Message from the President
The United States incarcerates nearly 2 million people on any given day—more than any other country in the world. Police killed nearly 1,000 people in the last year—and more than 5,000 since 2015. Every year, half a million people cross the border seeking refuge, only to find themselves detained in deplorable, prison-like conditions.
Our deeply flawed criminal legal system, with its roots in the enforcement of slavery, has devastated the lives of millions, particularly people of color, for centuries. Black people are far more likely to be stopped, searched, arrested, convicted, harshly sentenced, and saddled with lifelong conviction records than white people. Of the 10.5 million arrests police make every year, 80 percent are for low-level, nonviolent offenses like “disorderly conduct.” And the consequences of such minor infractions—like driving with a broken taillight or selling loose cigarettes—can be deadly, as they were for Philando Castile, Eric Garner, and many others.
Our system, which puts punishment before people’s safety and well-being, destroys countless lives. We criminalize poverty, homelessness, substance use, and mental health conditions, and we incarcerate people for issues that would be more effectively addressed in the community. We separate families who come to the U.S. fleeing violence, corruption, and natural disasters, and force children as young as one to live in overcrowded “tent camps” at the U.S.-Mexico border. Our misplaced reliance on cash bail means hundreds of thousands of people are detained before trial because they can’t pay for their freedom. Harsh sentencing practices far out of line with international norms keep too many people incarcerated for too long.
This approach is racist, ineffective, and costly. We pour billions of dollars into a system that doesn’t make our communities safer, and there is bipartisan agreement that our criminal legal system demands reform.
These challenges are enormous. Daunting. But our experience shows us that change is possible. At the Vera Institute of Justice, we work to end overcriminalization and mass incarceration, but our goal is not only to shrink and transform the criminal legal and immigration systems. We develop just, antiracist solutions that promote true public safety and help our communities thrive.
We take on big initiatives to address the systemic injustices inherent in our criminal legal and immigration systems. We work to ensure that people facing deportation have access to publicly funded attorneys so they can navigate notoriously complicated immigration proceedings. We’re expanding access to postsecondary education in prison, which can reduce the odds of reincarceration by 48 percent. We partner with prosecutors to reduce racial disparities in charging and sentencing. And we collaborate with incarcerated people and frontline staff to transform correctional culture by creating restorative housing units for young adults.
We advocate for change at the local, state, and national levels to shift spending away from the infrastructure of mass incarceration toward things that really make people healthier and more resilient, like comprehensive health care, schools, affordable housing, drug treatment programs, and other social services.

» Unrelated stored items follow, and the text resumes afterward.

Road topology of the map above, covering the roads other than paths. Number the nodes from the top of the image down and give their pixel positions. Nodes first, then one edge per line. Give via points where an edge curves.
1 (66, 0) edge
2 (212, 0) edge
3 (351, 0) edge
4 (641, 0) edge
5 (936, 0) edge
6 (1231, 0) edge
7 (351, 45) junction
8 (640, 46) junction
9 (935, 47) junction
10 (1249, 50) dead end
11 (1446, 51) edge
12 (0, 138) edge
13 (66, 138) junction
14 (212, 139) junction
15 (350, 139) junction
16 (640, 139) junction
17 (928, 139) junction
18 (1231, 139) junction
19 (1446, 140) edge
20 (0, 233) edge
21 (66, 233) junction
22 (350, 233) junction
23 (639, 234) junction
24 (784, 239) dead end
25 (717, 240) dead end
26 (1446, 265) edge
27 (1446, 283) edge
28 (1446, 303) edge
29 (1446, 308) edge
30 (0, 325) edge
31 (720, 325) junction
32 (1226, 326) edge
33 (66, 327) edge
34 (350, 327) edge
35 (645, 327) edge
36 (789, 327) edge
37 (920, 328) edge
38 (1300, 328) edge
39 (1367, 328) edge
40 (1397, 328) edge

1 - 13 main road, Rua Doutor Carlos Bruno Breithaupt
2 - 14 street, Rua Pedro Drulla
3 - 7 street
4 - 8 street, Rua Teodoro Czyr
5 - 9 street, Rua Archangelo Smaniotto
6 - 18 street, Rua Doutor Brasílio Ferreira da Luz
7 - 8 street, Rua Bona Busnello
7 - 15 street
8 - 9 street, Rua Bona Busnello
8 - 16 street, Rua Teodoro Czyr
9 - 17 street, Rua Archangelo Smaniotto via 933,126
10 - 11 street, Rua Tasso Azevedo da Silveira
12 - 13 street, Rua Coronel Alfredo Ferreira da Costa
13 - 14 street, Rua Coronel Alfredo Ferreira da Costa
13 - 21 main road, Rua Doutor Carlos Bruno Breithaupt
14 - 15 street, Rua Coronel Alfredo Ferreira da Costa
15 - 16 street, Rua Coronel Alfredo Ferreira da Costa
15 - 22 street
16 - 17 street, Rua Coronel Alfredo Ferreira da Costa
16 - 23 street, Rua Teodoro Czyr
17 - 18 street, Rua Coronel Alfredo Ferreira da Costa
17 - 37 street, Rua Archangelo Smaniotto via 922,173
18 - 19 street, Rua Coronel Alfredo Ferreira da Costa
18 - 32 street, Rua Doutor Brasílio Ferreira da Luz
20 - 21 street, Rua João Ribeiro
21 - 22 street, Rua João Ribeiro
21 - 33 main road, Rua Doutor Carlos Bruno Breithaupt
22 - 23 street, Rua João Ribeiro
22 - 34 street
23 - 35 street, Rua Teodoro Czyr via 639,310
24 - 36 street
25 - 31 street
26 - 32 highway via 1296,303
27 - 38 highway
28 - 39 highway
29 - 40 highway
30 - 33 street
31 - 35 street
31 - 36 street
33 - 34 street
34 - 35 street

To do our work, we partner with impacted communities and government leaders. We rely on dedicated and motivated staff and the support of friends and funders who believe in Vera’s work—who believe in us. What we all have in common: the certainty that we can and must take action and implement solutions so that fewer people are behind bars, and everyone is treated with dignity. The road is neither easy nor short. But change is possible.